Book bans spiked across the country following Trump’s first term, with PEN America formally tracking them beginning in 2021.
The organization found that school districts had enacted at least 2,532 bans during the 2021-22 school year, and that an all-time high was reached in the 2023-24 school year with 10,046 book bans. This number decreased during the 2024-25 school year, during which PEN America tracked at least 6,870 book bans, affecting 3,752 unique titles across 87 school districts.
Children’s novels have been most affected by book bans amid the right-wing push to control what’s being taught or distributed in schools.
In 2025, the Supreme Court issued a ruling that allows parents to opt their children out of reading books with queer characters for religious reasons. Trump also issued an executive order within his first few weeks in office calling for the end of “radical indoctrination in K-12 schooling,” threatening to end federal funding to schools that teach about concepts related to LGBTQ+ identities or white supremacy.
“Imprinting anti-American, subversive, harmful, and false ideologies on our Nation’s children not only violates longstanding anti-discrimination civil rights law in many cases, but usurps basic parental authority,” the executive order states.
The Trump administration has also made several policy changes or issued executive orders targeting the LGBTQ+ community, particularly transgender individuals. In military bases, the Pentagon has ordered its military bases to review and remove books with DEI content, which likely includes queer novels.
Adib Khorram, the author of “Darius the Great is Not Okay,” an award-winning novel with a queer main character, credited book bans for a 70 percent drop in his twice-a-year royalties paycheck for the novel.
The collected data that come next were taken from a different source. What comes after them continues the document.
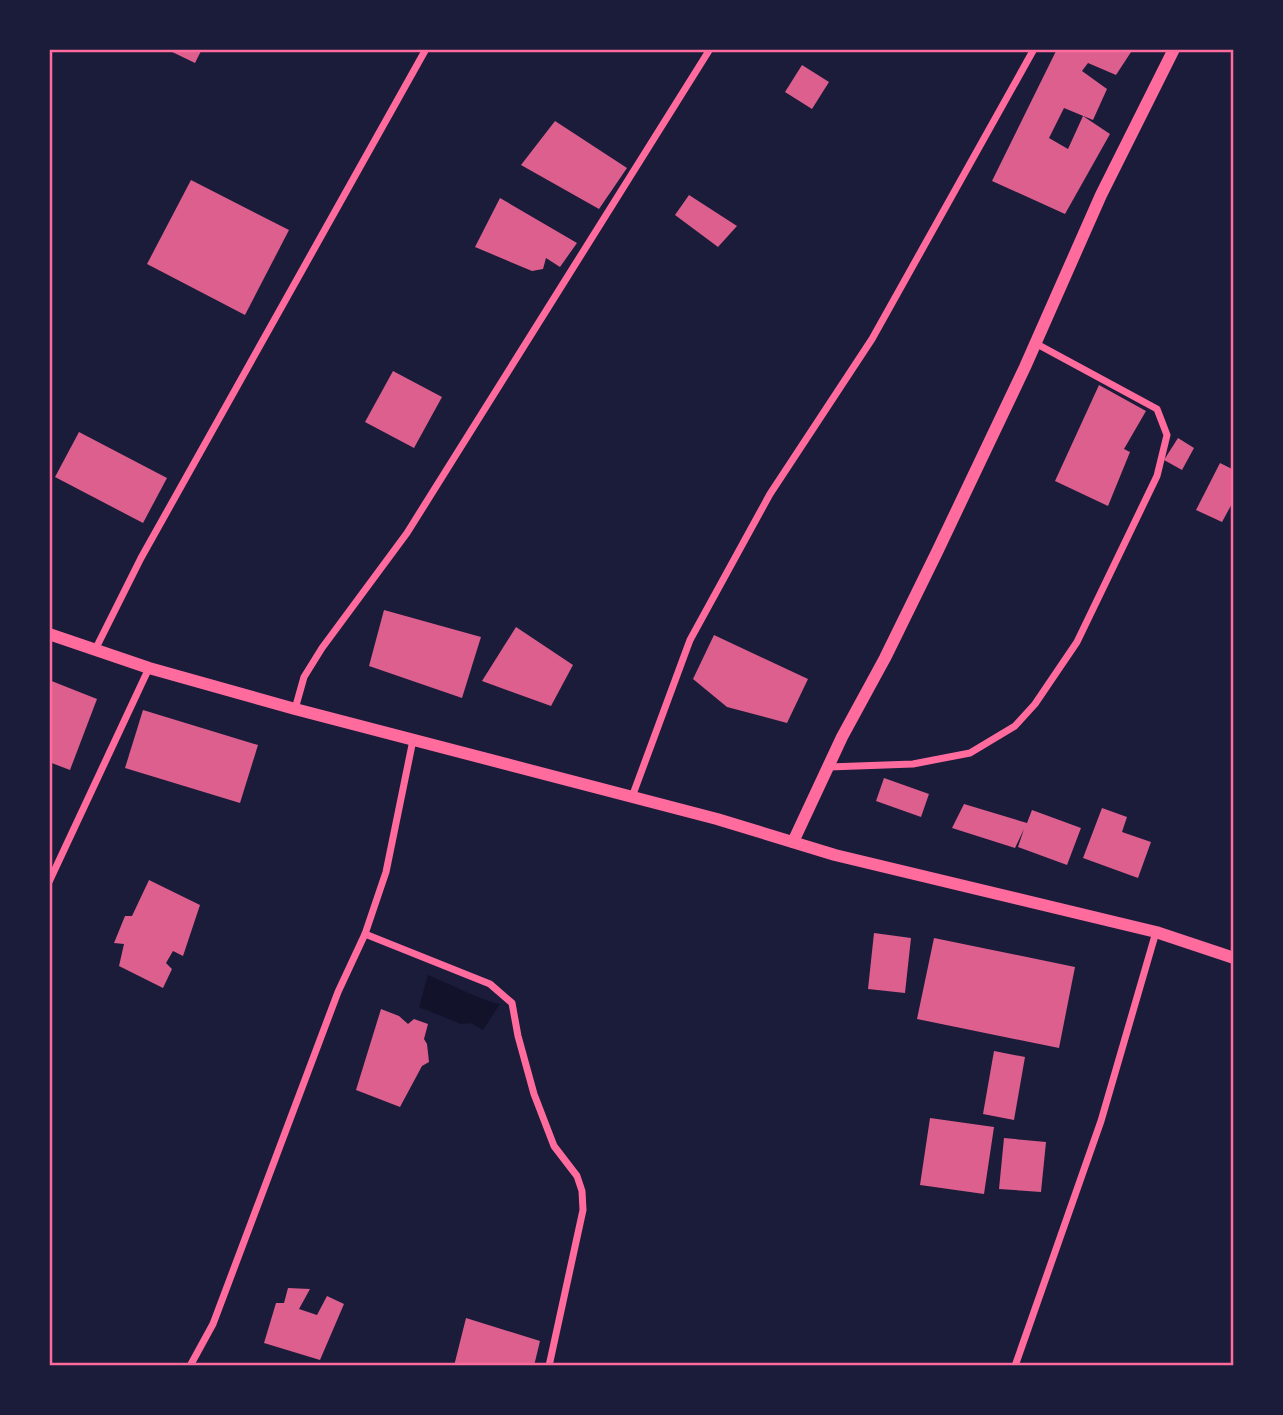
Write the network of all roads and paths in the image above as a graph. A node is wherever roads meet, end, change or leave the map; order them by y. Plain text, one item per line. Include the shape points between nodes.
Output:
1 (426, 49) edge
2 (710, 49) edge
3 (1034, 49) edge
4 (1174, 49) edge
5 (1035, 343) junction
6 (49, 634) edge
7 (95, 650) junction
8 (149, 668) junction
9 (295, 709) junction
10 (413, 740) junction
11 (828, 766) junction
12 (632, 797) junction
13 (793, 842) junction
14 (49, 882) edge
15 (1156, 932) junction
16 (365, 934) junction
17 (1234, 958) edge
18 (191, 1366) edge
19 (549, 1366) edge
20 (1015, 1366) edge

1 - 7 street via 141,558
2 - 9 street via 414,522 304,677
3 - 12 street via 872,338 770,494 690,640
4 - 5 street via 1101,195
5 - 11 street via 937,552
5 - 11 street via 1157,409 1167,435 1157,476 1109,578 1077,642 1015,726 970,753 914,764
6 - 7 street
7 - 8 street
8 - 9 street
8 - 14 street
9 - 10 street
10 - 12 street
10 - 16 street via 386,872
11 - 13 street
12 - 13 street
13 - 15 street
15 - 17 street
15 - 20 street via 1101,1121
16 - 18 street via 338,992 213,1324
16 - 19 street via 490,984 512,1003 534,1094 554,1146 577,1176 582,1191 583,1210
“Many queer authors have had to diversify their writing and income stream in order to make ends meet in the last few years,” he said. Khorram branched out into writing adult novels, partially because of the contentious environment for queer children’s novels.
Arthur Levine, the founder of Levine Querido, an independent publishing house, said this environment also created an existential threat for publishers focused on pushing out diverse titles.
“It threatens entire lists,” he said, referring to a publishing house’s book list. He said Levine Querido had founded a nonprofit to facilitate children’s access to queer titles to help alleviate some of the financial strain the publishing company is currently under.
Despite the political pressures facing the publishing industry, sales and interest in queer novels remain steady, said Ron Ward, a bookseller at Talking Leaves Bookstore in Buffalo, N.Y.
“People here are actually really excited to read banned books,” Ward said. He added that the most popular book club nights at their store often feature banned queer novels.
Publishers and authors are also organizing to maintain space for marginalized stories.
Khorram sits on the board of directors for Authors Against Book Bans, while McCarthy holds a similar position with Publishing Professionals Against Book Bans, an offshoot of the authors’ organization.
“All marginalized communities are being attacked by book bans, and so we need to be particularly forceful in our support of those voices,” McCarthy said.
“Most authors of books for young readers, especially authors of queer books for young readers, are in this because we care about young people and want them to have access to good literature,” Khorram said. “In particular, we want young people to have easier childhoods than we did and childhoods where they see themselves reflected in the pages of a book.”
He said he was determined to keep writing queer novels in the current political climate. “But it has certainly led to more anxiety about how I will pay my bills,” he said.